EXERCISE PROMPT:
Among the lines below, tally those that contain "Graphviz" and respond with the total only.

SUPPLIED MATERIAL:
⁂
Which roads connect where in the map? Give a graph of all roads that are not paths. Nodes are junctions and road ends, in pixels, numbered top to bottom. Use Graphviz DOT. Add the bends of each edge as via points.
⁂
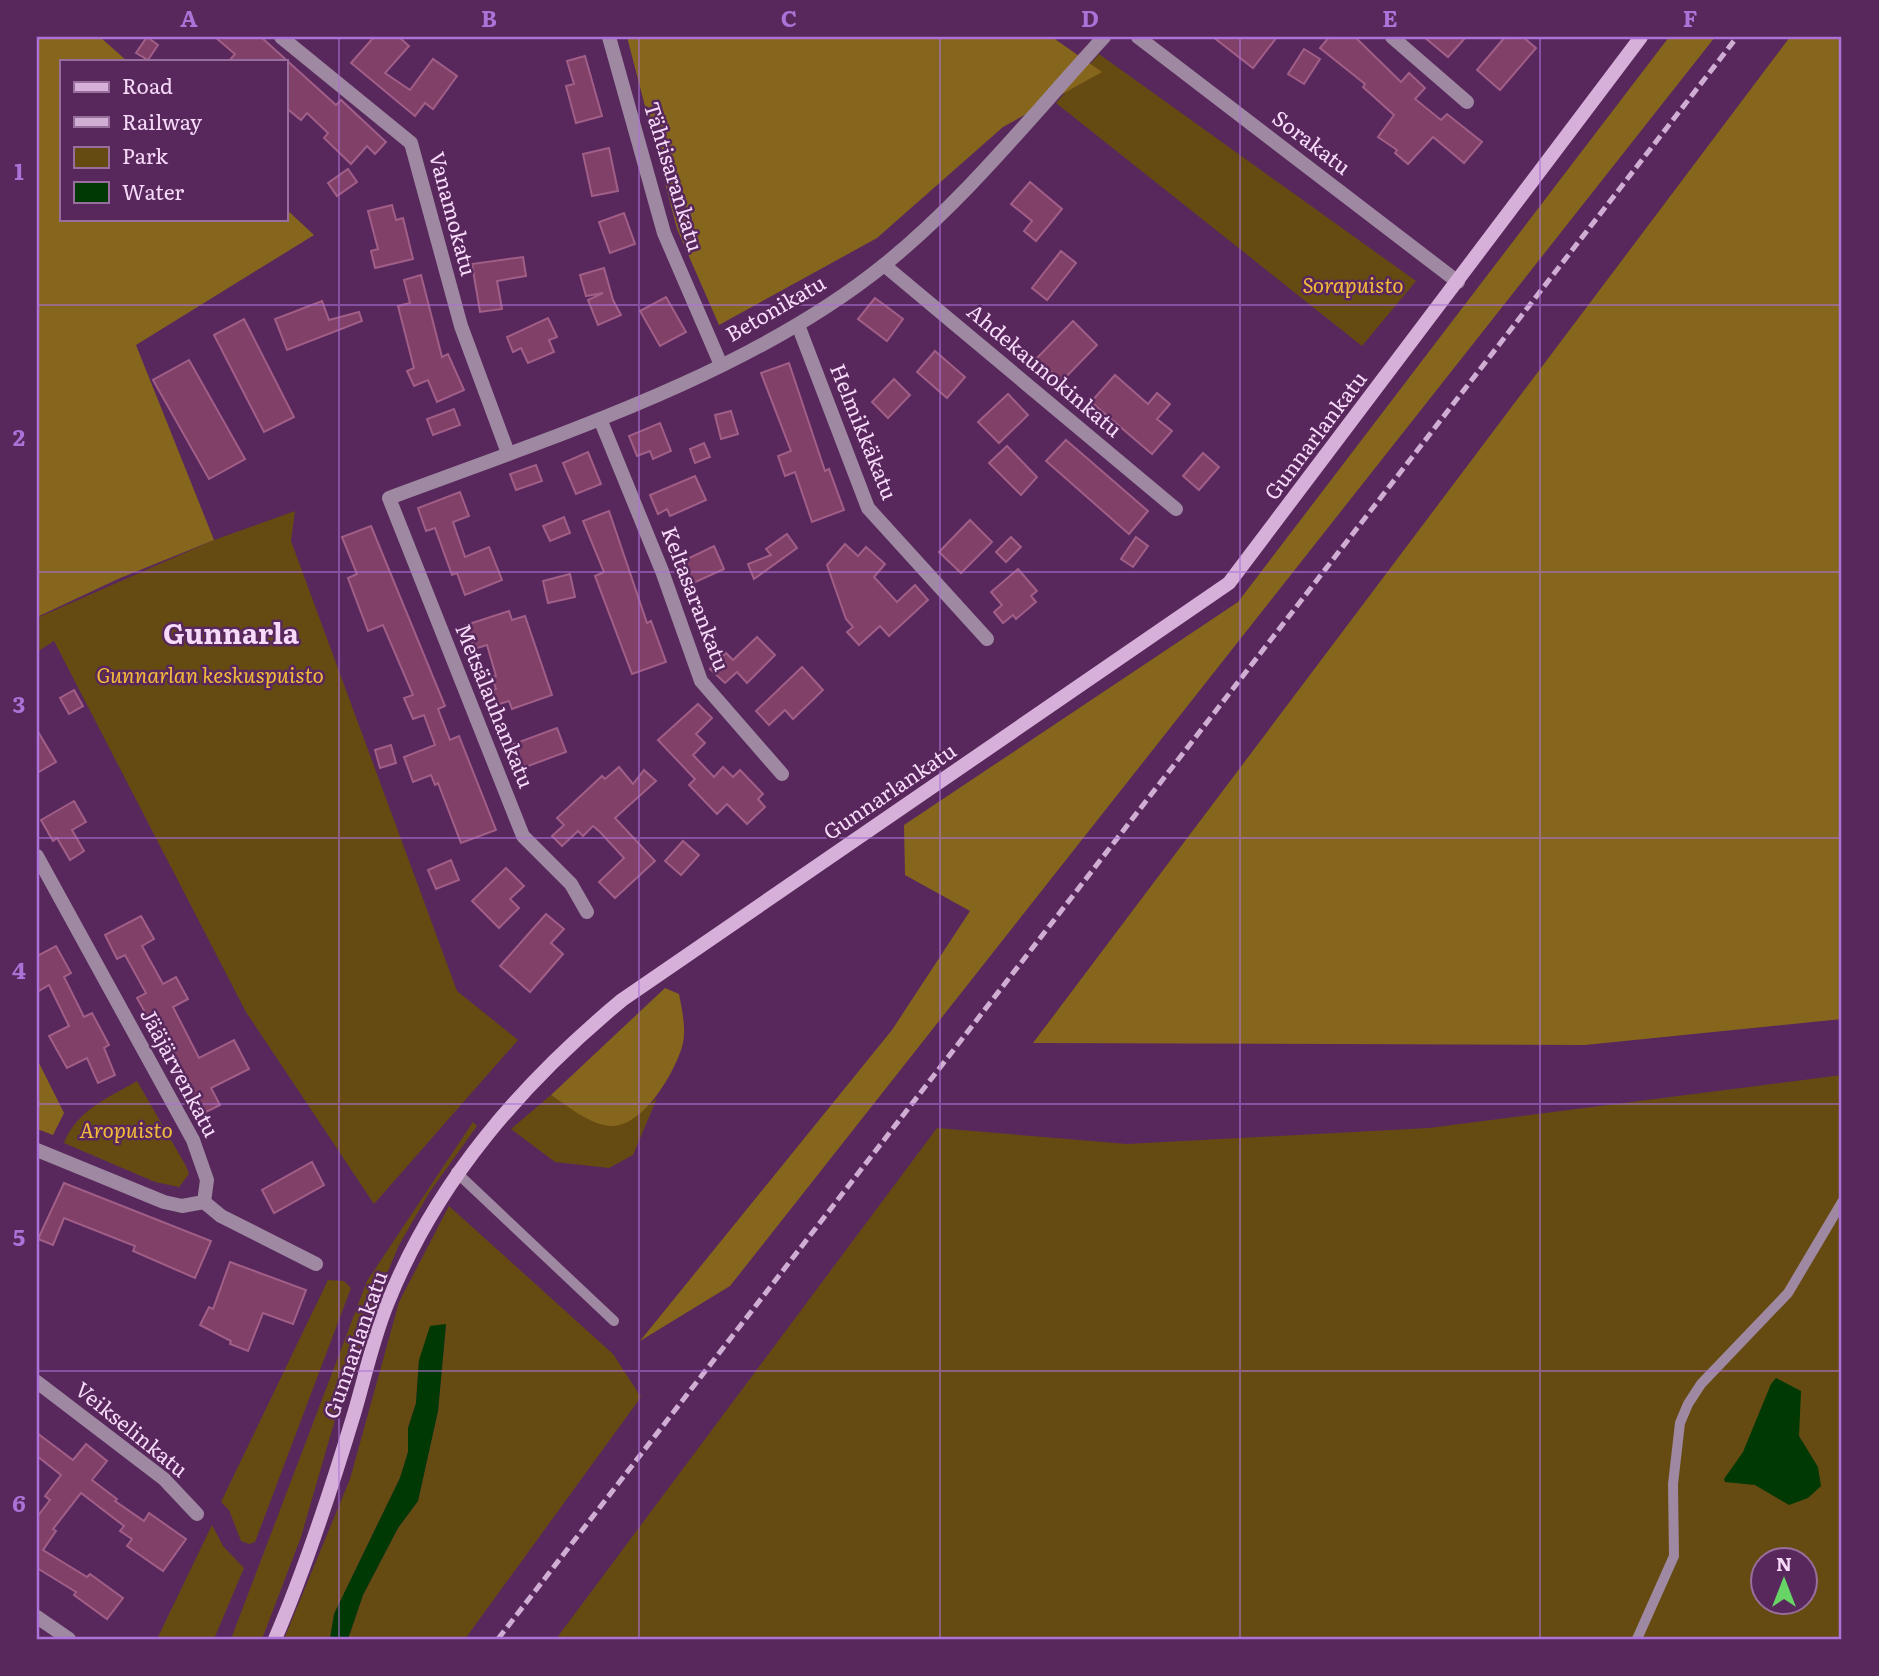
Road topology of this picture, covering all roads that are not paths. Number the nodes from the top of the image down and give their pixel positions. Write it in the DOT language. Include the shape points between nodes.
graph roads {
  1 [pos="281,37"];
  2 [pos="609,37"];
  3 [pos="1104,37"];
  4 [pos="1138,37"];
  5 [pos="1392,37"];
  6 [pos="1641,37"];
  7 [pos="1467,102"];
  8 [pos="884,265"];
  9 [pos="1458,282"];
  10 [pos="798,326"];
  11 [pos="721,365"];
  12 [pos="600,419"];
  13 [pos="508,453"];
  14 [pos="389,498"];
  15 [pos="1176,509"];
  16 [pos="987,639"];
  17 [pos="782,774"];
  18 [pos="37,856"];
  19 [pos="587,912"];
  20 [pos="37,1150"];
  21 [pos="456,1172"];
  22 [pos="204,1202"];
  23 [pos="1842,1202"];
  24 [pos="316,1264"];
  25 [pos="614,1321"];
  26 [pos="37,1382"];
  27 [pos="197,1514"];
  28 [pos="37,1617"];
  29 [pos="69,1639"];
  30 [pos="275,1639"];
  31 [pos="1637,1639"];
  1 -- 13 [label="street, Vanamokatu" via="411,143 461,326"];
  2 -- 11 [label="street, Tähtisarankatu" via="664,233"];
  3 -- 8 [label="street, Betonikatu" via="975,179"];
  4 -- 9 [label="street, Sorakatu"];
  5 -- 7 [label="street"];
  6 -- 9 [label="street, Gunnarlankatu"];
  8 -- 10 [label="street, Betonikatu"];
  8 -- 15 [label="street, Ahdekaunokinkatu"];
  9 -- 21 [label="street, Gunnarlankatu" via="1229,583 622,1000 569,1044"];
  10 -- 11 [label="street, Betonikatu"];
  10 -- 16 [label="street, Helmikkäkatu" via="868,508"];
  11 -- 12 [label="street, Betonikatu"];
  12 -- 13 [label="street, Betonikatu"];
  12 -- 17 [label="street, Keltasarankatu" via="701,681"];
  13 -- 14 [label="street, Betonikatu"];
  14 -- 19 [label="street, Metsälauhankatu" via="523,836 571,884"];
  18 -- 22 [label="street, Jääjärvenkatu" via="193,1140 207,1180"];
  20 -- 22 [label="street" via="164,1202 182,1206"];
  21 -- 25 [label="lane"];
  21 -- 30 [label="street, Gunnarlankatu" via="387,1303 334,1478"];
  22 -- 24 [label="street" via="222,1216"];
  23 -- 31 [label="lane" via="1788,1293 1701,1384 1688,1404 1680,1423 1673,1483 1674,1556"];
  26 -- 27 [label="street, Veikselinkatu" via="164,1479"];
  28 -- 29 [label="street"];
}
⁂
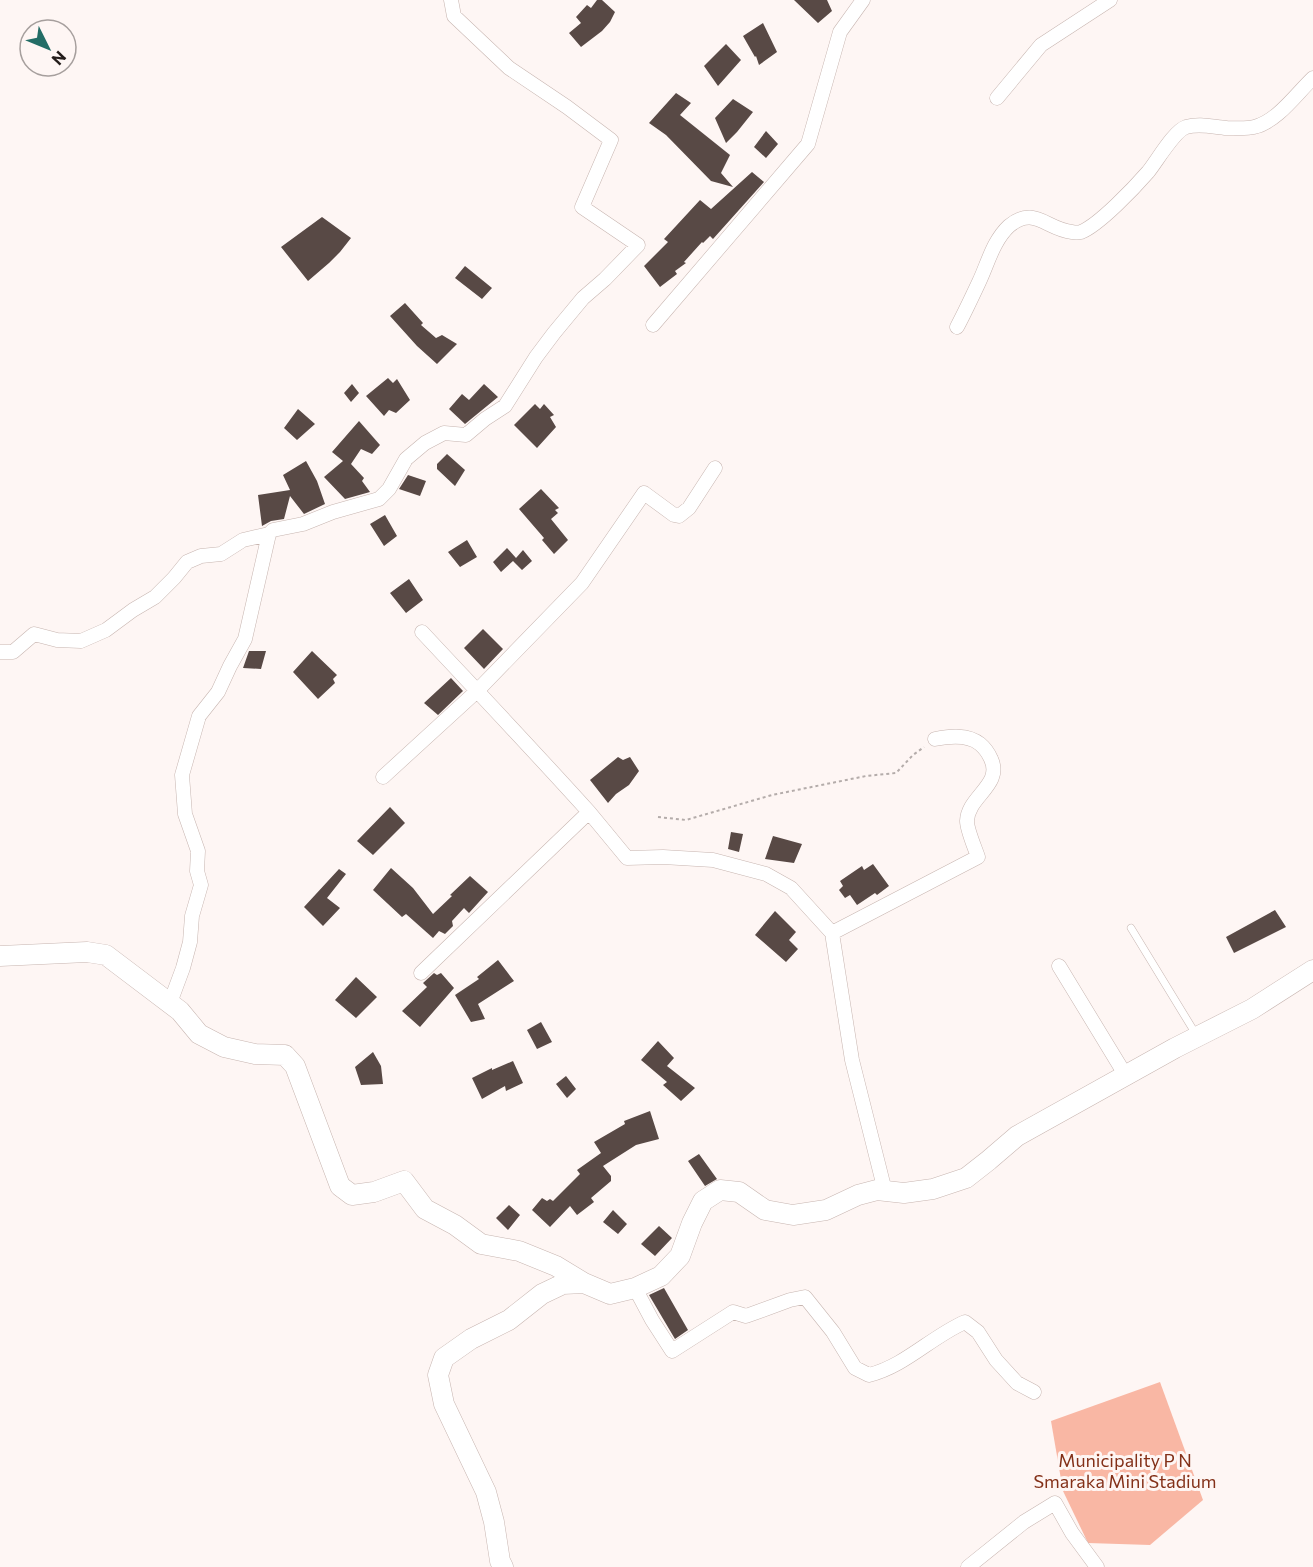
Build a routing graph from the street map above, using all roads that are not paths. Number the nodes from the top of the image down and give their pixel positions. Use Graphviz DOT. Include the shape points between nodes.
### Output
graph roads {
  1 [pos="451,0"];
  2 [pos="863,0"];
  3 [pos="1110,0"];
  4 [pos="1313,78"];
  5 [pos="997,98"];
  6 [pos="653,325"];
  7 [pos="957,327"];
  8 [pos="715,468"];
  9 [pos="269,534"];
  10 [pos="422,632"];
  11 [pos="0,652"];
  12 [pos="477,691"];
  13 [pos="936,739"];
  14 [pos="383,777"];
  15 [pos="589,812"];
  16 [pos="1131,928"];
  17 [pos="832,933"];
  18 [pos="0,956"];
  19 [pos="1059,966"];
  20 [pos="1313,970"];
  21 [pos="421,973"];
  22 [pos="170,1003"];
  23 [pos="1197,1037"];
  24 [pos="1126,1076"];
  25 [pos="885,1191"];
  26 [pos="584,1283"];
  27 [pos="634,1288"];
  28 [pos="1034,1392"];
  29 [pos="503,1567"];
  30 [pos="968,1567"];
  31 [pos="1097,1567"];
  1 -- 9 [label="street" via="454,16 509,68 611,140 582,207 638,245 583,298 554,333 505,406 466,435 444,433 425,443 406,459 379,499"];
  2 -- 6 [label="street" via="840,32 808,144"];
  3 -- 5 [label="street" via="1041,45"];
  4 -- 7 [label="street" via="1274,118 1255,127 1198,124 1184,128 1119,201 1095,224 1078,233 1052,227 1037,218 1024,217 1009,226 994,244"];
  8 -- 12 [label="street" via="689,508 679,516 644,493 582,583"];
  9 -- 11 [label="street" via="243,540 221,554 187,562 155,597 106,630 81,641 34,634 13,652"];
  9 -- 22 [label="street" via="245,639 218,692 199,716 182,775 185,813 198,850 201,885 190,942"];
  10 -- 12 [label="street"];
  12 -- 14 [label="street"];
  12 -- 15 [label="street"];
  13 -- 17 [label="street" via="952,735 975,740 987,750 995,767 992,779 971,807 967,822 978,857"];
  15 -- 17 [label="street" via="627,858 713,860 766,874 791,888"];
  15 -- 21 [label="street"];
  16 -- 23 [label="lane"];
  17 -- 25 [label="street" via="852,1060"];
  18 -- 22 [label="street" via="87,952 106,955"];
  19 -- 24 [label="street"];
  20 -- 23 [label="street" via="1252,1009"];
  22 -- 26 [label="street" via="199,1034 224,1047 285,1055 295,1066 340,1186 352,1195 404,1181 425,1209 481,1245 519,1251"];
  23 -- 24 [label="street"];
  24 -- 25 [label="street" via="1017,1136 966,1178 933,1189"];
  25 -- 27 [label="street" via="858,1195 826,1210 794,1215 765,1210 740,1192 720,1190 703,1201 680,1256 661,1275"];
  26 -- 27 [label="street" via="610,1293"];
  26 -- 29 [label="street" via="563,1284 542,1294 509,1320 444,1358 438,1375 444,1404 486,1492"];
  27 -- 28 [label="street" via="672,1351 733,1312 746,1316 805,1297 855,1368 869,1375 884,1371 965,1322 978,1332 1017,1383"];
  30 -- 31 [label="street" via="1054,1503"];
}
⁂
WRITTEN SOLUTION:
2